Search the records for lines with the word "Feldweg" and copy each match.
◆ ◆ ◆ ◆ ◆ ◆ ◆
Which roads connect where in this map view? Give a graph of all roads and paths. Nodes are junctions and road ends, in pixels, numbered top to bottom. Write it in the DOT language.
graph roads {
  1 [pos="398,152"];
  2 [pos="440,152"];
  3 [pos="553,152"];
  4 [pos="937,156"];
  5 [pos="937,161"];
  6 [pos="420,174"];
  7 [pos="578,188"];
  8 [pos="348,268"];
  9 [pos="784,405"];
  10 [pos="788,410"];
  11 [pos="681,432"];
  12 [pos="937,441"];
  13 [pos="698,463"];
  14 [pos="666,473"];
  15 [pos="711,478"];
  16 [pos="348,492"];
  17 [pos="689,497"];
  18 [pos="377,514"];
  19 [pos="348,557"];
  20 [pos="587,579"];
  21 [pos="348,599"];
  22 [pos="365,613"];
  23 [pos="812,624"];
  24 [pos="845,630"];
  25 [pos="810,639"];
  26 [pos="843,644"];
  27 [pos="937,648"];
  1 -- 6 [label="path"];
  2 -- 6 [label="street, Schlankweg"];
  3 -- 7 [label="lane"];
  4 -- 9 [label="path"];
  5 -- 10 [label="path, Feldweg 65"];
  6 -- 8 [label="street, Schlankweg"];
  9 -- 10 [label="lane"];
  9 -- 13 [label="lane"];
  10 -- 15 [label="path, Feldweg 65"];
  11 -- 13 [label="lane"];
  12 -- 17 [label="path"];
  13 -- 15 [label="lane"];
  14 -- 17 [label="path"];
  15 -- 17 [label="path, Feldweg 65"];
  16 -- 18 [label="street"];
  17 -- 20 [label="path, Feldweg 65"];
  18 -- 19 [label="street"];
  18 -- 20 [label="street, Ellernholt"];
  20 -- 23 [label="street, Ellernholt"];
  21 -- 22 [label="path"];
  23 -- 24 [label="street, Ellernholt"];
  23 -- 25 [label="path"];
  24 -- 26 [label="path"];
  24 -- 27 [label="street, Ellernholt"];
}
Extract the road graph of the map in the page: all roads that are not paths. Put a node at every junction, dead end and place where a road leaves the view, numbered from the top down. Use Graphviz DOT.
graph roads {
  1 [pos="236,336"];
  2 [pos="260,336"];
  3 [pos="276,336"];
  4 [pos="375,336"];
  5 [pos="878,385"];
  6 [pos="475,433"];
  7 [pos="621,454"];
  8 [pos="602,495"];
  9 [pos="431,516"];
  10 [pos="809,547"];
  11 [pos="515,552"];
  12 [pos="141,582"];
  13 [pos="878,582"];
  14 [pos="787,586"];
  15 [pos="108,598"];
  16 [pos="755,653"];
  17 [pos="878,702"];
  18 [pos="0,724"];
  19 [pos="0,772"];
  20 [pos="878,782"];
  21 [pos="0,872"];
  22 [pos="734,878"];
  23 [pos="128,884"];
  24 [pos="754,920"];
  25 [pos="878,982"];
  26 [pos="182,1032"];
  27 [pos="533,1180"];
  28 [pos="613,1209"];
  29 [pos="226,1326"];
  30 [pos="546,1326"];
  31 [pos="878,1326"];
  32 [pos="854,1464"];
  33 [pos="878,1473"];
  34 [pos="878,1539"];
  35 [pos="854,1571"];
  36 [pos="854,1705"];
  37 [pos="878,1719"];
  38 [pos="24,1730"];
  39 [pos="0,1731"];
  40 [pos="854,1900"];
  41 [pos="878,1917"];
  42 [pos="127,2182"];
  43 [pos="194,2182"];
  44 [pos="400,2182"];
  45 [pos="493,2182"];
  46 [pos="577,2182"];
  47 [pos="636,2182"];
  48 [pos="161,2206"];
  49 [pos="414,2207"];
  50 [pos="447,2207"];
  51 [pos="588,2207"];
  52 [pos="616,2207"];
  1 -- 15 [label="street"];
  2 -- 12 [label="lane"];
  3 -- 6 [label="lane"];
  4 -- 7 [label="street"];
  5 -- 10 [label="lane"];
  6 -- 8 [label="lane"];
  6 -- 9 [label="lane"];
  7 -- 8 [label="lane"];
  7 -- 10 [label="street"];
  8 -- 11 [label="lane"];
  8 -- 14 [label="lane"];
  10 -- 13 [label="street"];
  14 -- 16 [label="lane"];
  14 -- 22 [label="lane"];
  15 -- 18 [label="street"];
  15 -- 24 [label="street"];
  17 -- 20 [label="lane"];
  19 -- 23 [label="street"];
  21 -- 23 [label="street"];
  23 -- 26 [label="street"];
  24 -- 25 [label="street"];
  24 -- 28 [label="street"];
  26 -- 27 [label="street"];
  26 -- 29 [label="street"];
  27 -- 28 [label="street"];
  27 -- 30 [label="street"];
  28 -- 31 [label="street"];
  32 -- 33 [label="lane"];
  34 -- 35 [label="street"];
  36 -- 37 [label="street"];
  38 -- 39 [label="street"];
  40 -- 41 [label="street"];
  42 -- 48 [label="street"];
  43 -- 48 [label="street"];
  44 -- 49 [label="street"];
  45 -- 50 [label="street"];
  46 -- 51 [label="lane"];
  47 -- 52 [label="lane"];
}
◆ ◆ ◆ ◆ ◆ ◆ ◆
● REPLY:
  5 -- 10 [label="path, Feldweg 65"];
  10 -- 15 [label="path, Feldweg 65"];
  15 -- 17 [label="path, Feldweg 65"];
  17 -- 20 [label="path, Feldweg 65"];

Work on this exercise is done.